I now look at the stretch marks on my tummy as my child's scribbles on my body. Her autograph to mark our journey through pregnancy together. They only appeared in the final week or so. Her 'Baby was here' etchings into my skin as she signed out of the womb.
It almost hurts how quick she's growing. It feels too fast, too unstoppable. Whilst day-to-day life is now a loop of feed, sleep, poop, coo, change nappies, I can't help but feel the preciousness and fullness of this time.
Nyaniso and I looked at photos from a few days ago. "She's definitely grown" Nyaniso said. Her body is longer, her umbilical cord is no longer connected to her belly button. Days make a difference and they are flying by so fast!
They say that the opposite of death isn't life, it's birth. That feels truer than ever right now in the nature of how confronting this is. Death shows us how easy we hold life with frivolity. It reminds us of how incalculable and fleeting a lifetime is. Right now, birth has done the same.

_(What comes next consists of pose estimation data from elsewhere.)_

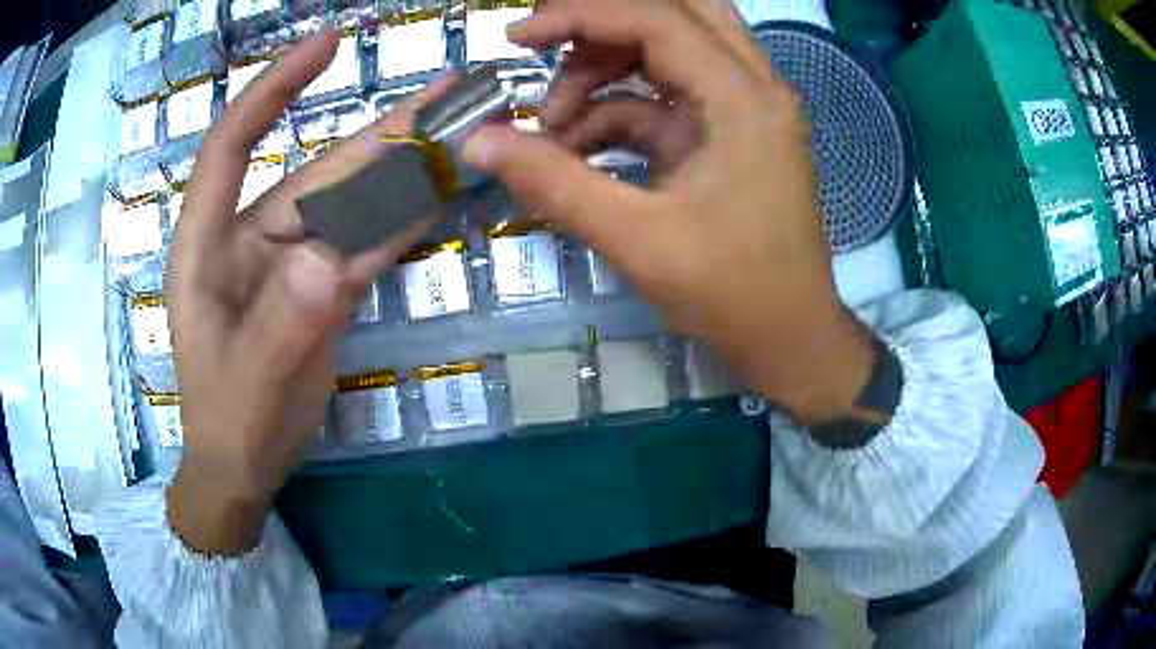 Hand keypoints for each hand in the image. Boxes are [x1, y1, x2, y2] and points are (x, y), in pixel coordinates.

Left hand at [166, 31, 449, 553]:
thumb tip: (331, 262)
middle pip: (320, 170)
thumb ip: (282, 326)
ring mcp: (294, 260)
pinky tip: (443, 192)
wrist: (243, 464)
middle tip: (450, 92)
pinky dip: (404, 219)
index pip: (234, 143)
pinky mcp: (323, 285)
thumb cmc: (227, 421)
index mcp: (209, 243)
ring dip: (407, 168)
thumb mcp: (246, 384)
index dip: (275, 88)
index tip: (328, 44)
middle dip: (384, 130)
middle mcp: (253, 235)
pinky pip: (367, 244)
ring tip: (463, 129)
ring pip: (353, 203)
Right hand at [464, 0, 874, 424]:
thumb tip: (477, 141)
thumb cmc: (731, 296)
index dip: (581, 17)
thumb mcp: (636, 240)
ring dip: (607, 71)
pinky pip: (668, 96)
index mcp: (743, 101)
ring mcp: (746, 109)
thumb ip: (553, 182)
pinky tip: (578, 149)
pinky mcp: (732, 134)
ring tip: (554, 124)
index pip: (657, 21)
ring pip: (672, 49)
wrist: (791, 340)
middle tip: (542, 45)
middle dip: (601, 25)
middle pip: (675, 15)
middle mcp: (754, 88)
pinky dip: (620, 111)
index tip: (516, 38) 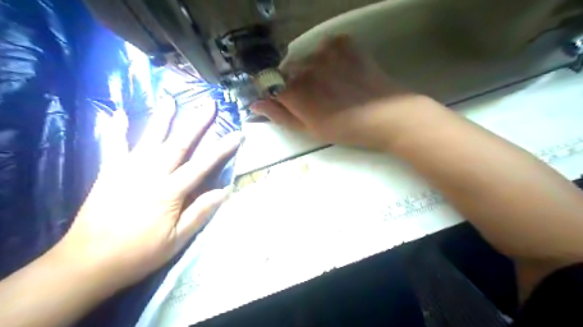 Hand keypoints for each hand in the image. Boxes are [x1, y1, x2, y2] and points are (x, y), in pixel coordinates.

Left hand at [52, 98, 240, 290]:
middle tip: (209, 104)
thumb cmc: (139, 254)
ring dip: (162, 118)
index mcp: (170, 191)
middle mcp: (150, 174)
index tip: (237, 135)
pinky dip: (116, 129)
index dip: (222, 149)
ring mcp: (127, 171)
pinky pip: (113, 147)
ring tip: (170, 98)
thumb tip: (225, 191)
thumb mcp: (177, 239)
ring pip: (149, 139)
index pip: (203, 165)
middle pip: (178, 144)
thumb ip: (201, 212)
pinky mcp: (108, 173)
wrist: (87, 264)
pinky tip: (119, 114)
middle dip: (196, 123)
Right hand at [251, 34, 436, 149]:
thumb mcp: (309, 130)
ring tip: (331, 86)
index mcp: (293, 91)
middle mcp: (304, 66)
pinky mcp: (343, 43)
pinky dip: (328, 58)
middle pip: (287, 71)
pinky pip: (325, 47)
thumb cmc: (346, 129)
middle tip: (315, 98)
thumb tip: (255, 105)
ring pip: (305, 59)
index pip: (269, 85)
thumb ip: (280, 116)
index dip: (276, 94)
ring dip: (311, 70)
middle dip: (294, 83)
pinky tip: (341, 71)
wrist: (387, 116)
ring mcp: (324, 51)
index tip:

In a second I see her entire life, and the life of generations to come. I see a time when I no longer will be and my desire to live the truest way possible feels more pressing and poignant than ever before. The things that matter, matter more than I have ever known. The things that don't, are utterly barren.
I cry each time I feel this. As she suckles and gazes up at me. As she sleeps and I stare. I heave inside with waves that crash upon me. Those waves are washing me, cleansing me, initiating me one moment at a time into what it is to mother.